This indicates that the fetch requests were repeatedly sent for over an hour without returning any data. This is unexpected because the logs do exist.

Cause

After reviewing the code, I identified the following issue:
In the FirstRowMergeEngine, when an update operation occurs, it generates an empty log entry (but with a valid offset). During projection pushdown queries, if the message content is empty, it gets filtered out (fluss-417).

Image

If a read batch happens to contain only these empty messages, the result returned will also be empty. This prevents the client from advancing the offset, causing it to repeatedly send ineffective fetch requests. The issue persists until a remote log segment is generated. However, since the user's actual data volume is small, generating remote logs can be slow, leading to scenarios where certain partitions remain unreadable for extended periods.

It is important to note that no data is lost; however, data retrieval becomes significantly delayed.

Example

This issue is easily triggered under the following conditions:

Assume we have two local log segments(one is active , another is not active).

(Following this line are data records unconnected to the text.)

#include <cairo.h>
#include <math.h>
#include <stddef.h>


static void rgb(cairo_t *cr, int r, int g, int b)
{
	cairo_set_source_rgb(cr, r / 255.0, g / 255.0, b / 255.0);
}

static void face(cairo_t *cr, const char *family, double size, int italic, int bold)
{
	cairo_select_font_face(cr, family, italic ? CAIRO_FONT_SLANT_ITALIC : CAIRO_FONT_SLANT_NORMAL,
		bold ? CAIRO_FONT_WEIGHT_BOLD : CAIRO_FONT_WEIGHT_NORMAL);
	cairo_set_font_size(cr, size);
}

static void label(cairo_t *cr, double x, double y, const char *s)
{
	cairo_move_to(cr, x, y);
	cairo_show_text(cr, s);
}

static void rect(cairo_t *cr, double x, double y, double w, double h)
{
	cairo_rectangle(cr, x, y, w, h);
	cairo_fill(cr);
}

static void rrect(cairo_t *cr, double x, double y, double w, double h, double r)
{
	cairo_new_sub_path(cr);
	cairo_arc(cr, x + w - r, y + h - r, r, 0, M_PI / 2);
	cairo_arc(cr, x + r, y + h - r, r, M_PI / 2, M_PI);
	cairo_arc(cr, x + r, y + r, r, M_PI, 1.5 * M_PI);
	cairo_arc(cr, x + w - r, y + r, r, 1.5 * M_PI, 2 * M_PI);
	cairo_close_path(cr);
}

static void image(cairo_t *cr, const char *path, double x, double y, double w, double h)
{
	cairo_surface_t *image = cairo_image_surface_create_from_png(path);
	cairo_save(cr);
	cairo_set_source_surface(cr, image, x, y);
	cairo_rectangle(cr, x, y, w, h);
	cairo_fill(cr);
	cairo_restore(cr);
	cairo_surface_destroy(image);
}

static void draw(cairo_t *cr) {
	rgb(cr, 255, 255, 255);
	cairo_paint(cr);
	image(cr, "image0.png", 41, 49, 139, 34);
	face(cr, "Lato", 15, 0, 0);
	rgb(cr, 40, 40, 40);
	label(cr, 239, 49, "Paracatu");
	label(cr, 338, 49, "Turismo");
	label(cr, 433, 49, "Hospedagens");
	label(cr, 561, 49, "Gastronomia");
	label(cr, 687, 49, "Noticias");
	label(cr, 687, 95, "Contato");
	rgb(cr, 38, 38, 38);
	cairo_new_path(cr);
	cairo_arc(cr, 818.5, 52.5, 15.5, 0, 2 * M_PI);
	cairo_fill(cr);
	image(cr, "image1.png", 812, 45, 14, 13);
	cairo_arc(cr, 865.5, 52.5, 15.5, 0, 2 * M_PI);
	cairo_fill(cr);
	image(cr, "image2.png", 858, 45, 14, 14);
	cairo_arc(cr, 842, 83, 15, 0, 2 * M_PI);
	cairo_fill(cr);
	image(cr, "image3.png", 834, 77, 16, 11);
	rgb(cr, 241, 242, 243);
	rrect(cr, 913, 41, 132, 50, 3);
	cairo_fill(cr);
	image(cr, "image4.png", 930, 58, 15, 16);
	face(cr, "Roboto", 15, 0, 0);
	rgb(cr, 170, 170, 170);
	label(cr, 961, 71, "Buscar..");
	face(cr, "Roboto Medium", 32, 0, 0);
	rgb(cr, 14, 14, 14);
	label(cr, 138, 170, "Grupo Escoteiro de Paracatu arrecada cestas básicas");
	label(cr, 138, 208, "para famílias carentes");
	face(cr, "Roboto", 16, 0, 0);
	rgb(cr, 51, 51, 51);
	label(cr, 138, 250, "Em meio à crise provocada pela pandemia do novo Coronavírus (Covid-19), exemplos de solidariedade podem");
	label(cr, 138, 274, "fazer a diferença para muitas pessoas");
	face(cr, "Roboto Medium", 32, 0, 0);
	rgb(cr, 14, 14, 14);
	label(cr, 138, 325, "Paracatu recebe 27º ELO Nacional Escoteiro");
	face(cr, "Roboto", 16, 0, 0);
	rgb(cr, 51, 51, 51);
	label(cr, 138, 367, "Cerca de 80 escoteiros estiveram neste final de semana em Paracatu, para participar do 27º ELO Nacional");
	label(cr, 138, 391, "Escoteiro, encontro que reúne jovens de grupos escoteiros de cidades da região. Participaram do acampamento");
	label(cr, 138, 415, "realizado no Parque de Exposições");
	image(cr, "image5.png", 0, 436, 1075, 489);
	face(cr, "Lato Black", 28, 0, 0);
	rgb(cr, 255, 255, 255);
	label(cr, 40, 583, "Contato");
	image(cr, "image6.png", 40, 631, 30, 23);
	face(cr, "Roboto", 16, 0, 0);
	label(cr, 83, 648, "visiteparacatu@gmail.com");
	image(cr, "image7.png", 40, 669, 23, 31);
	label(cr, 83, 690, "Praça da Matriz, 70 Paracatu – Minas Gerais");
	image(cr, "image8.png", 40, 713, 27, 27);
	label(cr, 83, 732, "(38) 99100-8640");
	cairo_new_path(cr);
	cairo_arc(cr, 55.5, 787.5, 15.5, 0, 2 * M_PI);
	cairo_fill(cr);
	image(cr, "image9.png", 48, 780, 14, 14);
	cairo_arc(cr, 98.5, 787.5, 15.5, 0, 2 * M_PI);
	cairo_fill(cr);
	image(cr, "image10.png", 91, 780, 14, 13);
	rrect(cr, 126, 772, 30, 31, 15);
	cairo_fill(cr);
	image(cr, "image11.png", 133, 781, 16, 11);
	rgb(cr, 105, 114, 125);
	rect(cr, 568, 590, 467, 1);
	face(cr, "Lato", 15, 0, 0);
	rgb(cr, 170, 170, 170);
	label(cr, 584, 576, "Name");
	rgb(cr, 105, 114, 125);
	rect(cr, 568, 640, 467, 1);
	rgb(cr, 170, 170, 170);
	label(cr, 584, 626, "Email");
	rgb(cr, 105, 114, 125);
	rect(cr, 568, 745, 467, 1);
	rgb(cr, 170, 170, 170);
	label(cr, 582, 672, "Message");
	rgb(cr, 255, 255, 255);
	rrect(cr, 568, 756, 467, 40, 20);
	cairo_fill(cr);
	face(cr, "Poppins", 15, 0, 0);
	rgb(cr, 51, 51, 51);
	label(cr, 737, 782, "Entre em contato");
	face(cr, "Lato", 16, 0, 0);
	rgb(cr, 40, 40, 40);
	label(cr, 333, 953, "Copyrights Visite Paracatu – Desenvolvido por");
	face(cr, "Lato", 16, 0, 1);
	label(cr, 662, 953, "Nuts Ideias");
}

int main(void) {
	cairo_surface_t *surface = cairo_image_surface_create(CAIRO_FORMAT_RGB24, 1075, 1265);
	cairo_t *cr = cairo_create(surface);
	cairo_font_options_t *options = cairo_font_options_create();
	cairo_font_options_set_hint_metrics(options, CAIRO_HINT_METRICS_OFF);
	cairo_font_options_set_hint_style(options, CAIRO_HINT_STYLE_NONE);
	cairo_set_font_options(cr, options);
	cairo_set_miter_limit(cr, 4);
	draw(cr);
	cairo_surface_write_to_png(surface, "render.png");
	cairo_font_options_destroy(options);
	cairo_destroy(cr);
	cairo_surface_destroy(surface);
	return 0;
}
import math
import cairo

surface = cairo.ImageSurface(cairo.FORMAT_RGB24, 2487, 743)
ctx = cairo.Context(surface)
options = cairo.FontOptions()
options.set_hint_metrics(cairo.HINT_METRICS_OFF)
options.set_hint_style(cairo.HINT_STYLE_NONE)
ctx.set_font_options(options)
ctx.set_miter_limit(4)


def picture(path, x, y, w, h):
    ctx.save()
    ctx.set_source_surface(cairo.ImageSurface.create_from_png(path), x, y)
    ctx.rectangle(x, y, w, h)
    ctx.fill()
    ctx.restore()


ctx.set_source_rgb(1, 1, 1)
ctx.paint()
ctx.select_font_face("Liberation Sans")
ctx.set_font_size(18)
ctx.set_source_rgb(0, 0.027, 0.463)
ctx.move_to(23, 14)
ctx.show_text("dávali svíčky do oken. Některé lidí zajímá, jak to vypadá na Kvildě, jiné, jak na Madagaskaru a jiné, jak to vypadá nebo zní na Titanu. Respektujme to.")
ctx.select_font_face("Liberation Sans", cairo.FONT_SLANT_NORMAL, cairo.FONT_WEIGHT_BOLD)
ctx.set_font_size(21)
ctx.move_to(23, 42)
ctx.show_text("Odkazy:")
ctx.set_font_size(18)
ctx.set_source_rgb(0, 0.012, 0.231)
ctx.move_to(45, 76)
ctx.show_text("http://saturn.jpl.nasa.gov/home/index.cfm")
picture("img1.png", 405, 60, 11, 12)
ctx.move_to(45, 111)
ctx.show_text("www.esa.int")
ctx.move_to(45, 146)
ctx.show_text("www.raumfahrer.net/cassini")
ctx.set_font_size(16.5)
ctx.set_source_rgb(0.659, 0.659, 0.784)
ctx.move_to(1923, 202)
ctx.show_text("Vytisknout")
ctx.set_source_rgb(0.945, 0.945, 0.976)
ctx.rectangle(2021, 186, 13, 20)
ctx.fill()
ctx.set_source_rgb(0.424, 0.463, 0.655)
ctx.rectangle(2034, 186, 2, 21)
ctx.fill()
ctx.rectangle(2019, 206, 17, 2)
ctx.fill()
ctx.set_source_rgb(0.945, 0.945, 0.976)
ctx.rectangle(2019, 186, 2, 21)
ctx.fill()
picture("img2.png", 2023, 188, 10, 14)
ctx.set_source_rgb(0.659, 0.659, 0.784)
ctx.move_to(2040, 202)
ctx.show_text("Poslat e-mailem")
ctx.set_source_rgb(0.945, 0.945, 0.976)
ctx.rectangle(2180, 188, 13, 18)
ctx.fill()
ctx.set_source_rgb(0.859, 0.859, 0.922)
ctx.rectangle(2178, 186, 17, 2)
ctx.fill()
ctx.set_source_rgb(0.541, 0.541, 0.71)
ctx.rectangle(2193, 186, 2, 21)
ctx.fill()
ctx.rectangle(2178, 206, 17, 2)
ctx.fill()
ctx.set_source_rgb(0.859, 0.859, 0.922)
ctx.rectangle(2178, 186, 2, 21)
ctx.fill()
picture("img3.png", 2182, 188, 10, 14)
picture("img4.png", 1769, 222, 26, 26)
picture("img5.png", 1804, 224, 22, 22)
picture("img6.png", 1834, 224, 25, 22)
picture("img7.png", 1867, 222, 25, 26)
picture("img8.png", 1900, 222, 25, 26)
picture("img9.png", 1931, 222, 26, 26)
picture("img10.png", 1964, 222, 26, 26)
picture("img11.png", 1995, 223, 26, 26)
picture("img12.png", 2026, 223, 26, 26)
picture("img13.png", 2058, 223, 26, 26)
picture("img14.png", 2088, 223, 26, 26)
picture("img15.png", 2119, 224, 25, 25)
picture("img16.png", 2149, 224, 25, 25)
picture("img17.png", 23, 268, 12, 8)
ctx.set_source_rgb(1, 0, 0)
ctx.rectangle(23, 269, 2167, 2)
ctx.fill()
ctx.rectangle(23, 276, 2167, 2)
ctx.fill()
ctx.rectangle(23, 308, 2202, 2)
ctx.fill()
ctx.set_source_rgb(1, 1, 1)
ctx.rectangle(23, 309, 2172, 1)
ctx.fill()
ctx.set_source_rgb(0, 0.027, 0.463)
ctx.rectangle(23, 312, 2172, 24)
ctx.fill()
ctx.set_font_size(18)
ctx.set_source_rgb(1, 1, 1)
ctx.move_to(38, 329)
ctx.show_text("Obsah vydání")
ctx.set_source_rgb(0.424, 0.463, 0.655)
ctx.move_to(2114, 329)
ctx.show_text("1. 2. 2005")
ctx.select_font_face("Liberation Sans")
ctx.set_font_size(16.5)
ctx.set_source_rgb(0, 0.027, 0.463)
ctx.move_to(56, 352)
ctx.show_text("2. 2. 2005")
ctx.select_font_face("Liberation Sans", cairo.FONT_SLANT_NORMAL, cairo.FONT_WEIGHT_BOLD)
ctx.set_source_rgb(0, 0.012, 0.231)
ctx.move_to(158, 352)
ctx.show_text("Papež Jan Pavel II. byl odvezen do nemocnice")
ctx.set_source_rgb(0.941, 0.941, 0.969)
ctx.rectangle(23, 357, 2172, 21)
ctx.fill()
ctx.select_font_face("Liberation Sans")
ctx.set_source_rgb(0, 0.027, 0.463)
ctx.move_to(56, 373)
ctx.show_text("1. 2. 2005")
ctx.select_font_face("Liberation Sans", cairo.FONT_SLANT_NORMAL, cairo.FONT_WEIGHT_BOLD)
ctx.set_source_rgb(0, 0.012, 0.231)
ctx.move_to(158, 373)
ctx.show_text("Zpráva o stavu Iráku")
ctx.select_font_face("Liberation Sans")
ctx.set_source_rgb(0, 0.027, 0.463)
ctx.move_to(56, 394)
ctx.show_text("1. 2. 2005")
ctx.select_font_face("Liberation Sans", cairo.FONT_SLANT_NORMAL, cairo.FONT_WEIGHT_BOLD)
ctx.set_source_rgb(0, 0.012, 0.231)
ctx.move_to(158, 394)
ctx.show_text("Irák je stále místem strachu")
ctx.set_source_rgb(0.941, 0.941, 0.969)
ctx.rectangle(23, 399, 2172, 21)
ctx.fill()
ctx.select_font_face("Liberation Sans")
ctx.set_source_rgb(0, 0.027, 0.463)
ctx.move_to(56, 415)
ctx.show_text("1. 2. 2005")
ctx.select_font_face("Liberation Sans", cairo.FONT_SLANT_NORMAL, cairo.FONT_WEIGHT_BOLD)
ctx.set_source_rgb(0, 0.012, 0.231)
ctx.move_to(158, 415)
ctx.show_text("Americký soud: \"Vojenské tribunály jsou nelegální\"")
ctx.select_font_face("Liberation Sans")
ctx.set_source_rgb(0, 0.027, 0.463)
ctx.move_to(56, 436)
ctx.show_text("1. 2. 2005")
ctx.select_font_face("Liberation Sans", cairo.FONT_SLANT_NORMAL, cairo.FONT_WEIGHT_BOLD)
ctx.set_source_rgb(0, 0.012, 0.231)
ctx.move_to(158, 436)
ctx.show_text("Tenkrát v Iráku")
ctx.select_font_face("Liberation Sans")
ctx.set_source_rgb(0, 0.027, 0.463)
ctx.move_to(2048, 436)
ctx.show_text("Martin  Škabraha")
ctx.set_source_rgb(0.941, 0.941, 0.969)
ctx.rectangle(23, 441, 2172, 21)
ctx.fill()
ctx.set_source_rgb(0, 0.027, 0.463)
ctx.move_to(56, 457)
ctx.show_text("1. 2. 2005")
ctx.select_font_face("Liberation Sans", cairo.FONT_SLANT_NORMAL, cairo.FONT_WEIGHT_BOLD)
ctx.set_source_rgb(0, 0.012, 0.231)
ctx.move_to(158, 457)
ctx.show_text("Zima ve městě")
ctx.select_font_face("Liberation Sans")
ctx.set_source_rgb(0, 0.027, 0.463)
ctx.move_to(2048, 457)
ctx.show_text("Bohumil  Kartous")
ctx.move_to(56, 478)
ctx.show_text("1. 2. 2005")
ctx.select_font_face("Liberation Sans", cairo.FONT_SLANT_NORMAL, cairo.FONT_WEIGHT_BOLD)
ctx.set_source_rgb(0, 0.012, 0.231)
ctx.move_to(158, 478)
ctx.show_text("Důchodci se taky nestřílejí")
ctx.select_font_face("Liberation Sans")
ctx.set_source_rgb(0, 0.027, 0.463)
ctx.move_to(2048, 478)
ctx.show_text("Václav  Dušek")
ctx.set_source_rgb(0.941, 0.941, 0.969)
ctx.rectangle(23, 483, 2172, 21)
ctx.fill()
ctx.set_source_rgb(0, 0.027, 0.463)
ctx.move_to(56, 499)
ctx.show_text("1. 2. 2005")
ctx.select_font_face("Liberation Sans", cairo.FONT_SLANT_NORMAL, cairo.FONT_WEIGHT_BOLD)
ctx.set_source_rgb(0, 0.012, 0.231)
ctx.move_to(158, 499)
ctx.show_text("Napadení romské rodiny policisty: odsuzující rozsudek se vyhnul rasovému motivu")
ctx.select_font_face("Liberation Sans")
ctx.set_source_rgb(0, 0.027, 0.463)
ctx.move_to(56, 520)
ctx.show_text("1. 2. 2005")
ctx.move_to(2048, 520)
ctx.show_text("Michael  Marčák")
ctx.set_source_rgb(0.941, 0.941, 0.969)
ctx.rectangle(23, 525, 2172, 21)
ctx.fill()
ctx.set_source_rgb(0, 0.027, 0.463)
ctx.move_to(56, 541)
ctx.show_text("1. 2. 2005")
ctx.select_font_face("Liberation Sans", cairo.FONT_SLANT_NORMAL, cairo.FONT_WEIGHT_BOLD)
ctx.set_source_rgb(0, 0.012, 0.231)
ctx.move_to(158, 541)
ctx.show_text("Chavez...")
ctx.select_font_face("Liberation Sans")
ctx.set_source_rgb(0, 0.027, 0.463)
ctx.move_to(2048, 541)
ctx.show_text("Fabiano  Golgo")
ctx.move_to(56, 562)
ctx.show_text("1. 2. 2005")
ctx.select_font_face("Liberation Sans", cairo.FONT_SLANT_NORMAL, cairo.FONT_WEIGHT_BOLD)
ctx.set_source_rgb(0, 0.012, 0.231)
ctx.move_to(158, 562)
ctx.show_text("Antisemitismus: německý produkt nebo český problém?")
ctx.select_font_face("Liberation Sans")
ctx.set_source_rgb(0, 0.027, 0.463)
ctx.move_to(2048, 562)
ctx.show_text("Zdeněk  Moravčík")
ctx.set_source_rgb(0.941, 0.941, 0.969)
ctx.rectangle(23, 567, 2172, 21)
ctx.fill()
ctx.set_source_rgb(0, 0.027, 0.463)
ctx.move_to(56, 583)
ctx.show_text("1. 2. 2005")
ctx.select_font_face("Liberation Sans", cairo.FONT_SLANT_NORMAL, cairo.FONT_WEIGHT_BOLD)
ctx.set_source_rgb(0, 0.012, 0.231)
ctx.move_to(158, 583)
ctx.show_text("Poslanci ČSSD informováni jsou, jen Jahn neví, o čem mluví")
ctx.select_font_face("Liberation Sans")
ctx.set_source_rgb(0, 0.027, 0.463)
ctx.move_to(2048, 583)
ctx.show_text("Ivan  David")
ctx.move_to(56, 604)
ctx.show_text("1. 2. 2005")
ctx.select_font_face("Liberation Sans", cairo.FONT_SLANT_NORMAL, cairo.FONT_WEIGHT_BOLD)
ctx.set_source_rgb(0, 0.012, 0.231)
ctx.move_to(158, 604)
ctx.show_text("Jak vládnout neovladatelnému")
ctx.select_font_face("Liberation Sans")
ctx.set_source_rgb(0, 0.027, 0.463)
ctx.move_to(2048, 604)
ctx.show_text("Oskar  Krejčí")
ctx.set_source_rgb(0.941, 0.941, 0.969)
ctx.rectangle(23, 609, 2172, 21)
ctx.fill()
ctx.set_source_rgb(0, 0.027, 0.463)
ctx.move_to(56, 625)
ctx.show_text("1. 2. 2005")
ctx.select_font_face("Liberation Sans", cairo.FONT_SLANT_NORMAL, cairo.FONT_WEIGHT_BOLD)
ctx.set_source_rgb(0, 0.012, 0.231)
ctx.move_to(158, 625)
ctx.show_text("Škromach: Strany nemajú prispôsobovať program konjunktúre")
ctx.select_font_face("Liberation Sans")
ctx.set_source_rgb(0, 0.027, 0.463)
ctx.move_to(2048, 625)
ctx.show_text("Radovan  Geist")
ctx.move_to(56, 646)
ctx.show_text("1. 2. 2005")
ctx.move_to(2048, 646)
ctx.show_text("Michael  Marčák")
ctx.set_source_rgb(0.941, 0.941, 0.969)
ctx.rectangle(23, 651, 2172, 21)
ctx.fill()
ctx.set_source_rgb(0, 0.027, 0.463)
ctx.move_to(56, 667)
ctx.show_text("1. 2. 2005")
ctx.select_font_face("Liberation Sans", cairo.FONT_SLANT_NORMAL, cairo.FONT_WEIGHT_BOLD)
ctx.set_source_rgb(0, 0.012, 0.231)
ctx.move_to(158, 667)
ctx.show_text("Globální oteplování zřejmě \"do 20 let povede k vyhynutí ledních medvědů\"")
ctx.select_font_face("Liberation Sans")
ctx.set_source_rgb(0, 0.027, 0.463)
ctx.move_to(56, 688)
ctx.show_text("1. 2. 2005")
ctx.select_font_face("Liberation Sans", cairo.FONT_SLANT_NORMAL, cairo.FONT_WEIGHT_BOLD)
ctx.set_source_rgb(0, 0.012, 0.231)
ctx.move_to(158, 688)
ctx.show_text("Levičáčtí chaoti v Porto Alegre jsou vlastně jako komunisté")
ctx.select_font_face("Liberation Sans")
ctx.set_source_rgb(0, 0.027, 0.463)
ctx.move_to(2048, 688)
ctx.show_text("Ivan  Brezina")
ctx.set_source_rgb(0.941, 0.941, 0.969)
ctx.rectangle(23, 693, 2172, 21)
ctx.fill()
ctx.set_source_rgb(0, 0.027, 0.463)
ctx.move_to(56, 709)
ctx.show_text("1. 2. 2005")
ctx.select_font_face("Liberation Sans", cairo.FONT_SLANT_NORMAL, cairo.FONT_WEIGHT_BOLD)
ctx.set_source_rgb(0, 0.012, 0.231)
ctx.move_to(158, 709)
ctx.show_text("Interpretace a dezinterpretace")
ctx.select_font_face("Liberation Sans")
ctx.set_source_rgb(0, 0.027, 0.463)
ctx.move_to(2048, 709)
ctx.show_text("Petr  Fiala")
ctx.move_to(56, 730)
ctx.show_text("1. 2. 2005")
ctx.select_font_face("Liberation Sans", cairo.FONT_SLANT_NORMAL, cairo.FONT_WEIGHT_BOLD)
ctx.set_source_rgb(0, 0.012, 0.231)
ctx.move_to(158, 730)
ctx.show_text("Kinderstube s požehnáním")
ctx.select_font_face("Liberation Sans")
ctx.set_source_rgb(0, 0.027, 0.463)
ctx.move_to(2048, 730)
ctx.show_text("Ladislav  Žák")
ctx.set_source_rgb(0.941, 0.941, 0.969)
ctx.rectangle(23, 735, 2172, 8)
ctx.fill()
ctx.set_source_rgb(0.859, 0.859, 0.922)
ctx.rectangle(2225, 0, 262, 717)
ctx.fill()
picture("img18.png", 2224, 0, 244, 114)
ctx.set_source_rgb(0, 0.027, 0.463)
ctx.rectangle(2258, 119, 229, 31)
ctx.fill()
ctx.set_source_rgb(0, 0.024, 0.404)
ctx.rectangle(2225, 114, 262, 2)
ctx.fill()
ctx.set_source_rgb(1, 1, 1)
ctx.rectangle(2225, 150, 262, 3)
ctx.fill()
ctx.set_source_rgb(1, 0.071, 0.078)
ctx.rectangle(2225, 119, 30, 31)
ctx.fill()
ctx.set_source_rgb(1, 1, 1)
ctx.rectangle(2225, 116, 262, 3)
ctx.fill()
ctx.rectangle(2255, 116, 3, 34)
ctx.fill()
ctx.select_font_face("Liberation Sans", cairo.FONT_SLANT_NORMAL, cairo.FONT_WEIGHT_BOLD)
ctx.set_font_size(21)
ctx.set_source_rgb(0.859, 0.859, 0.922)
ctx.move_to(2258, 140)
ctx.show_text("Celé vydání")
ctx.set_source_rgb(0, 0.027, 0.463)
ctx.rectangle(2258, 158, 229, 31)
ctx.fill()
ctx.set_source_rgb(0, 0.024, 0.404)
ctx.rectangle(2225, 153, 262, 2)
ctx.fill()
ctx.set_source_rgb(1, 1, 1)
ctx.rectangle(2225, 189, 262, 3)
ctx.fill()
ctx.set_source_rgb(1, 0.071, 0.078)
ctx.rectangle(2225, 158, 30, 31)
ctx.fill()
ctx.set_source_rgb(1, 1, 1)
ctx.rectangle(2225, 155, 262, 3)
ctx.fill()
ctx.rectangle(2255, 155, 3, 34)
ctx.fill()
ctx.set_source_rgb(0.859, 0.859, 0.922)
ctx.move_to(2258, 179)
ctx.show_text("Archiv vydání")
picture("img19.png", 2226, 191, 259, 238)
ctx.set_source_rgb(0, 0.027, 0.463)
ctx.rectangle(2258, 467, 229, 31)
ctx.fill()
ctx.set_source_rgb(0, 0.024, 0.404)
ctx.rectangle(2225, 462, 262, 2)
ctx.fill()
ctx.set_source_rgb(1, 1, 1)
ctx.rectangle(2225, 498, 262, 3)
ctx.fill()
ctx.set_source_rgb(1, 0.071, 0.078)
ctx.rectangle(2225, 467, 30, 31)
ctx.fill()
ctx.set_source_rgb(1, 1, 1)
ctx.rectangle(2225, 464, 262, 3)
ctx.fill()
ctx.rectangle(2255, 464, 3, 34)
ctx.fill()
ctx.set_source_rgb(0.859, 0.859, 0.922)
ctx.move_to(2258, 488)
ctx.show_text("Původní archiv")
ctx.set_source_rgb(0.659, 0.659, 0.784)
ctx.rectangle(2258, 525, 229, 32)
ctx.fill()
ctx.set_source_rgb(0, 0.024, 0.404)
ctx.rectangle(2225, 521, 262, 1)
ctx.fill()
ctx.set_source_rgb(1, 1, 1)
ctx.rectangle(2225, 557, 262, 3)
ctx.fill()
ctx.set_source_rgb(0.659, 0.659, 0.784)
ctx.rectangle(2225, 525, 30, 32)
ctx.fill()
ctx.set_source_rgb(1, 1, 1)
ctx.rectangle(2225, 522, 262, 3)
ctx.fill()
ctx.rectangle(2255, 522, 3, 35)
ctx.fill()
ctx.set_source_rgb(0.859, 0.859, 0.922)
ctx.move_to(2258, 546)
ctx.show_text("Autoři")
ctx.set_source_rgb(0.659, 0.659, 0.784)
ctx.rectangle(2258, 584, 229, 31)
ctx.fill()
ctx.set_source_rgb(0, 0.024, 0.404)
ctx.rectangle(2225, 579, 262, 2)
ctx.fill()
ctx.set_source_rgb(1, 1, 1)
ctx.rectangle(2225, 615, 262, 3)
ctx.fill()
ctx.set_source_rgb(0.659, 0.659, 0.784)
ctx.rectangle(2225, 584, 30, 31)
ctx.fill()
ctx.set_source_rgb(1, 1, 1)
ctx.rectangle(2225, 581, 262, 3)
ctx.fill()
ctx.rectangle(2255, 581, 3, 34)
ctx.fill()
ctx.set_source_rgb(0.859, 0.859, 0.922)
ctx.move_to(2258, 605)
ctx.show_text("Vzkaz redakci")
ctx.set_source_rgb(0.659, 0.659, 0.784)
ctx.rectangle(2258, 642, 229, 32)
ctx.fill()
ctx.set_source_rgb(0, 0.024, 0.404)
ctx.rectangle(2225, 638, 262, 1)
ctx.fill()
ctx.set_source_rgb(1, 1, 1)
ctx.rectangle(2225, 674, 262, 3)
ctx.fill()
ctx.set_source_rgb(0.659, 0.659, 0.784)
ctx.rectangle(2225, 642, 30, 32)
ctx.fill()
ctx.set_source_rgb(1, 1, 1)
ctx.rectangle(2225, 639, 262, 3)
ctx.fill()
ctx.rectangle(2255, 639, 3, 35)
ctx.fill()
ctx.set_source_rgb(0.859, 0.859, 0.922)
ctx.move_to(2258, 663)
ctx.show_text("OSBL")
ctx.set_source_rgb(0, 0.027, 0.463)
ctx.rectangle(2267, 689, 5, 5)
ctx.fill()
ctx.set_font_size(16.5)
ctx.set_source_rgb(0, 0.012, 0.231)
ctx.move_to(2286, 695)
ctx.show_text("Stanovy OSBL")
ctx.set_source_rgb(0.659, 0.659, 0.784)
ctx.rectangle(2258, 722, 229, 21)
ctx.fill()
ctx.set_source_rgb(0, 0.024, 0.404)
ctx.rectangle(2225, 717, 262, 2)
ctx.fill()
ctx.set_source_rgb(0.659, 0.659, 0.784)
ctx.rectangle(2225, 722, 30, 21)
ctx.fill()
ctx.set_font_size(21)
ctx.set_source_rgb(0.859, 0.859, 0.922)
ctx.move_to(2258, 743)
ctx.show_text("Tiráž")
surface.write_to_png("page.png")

Each time we read with client.scanner.log.fetch.max-bytes-for-bucket = 2500 Bytes

  1. The first read starts at offset 100, returning data between offsets 100 and 200. The data between offsets 201 and 202 is empty and thus gets filtered out.
  2. The second read starts at offset 201, only 201 and 202 will be read( each time only read one segment, thus the next active segment won't be read in this batch). However, all 201 and 202 are all empty log which will be filtered. Thus this round, will return an emty batch. The offset in next fetch request won't be moved.
  3. then will alway repeat reading starts at offset 201 until segment 1 is deleted thus will read remote file.
Image

Min Reproduce Step

I have modify org.apache.fluss.client.table.FlussTableITCase#testFirstRowMergeEngine.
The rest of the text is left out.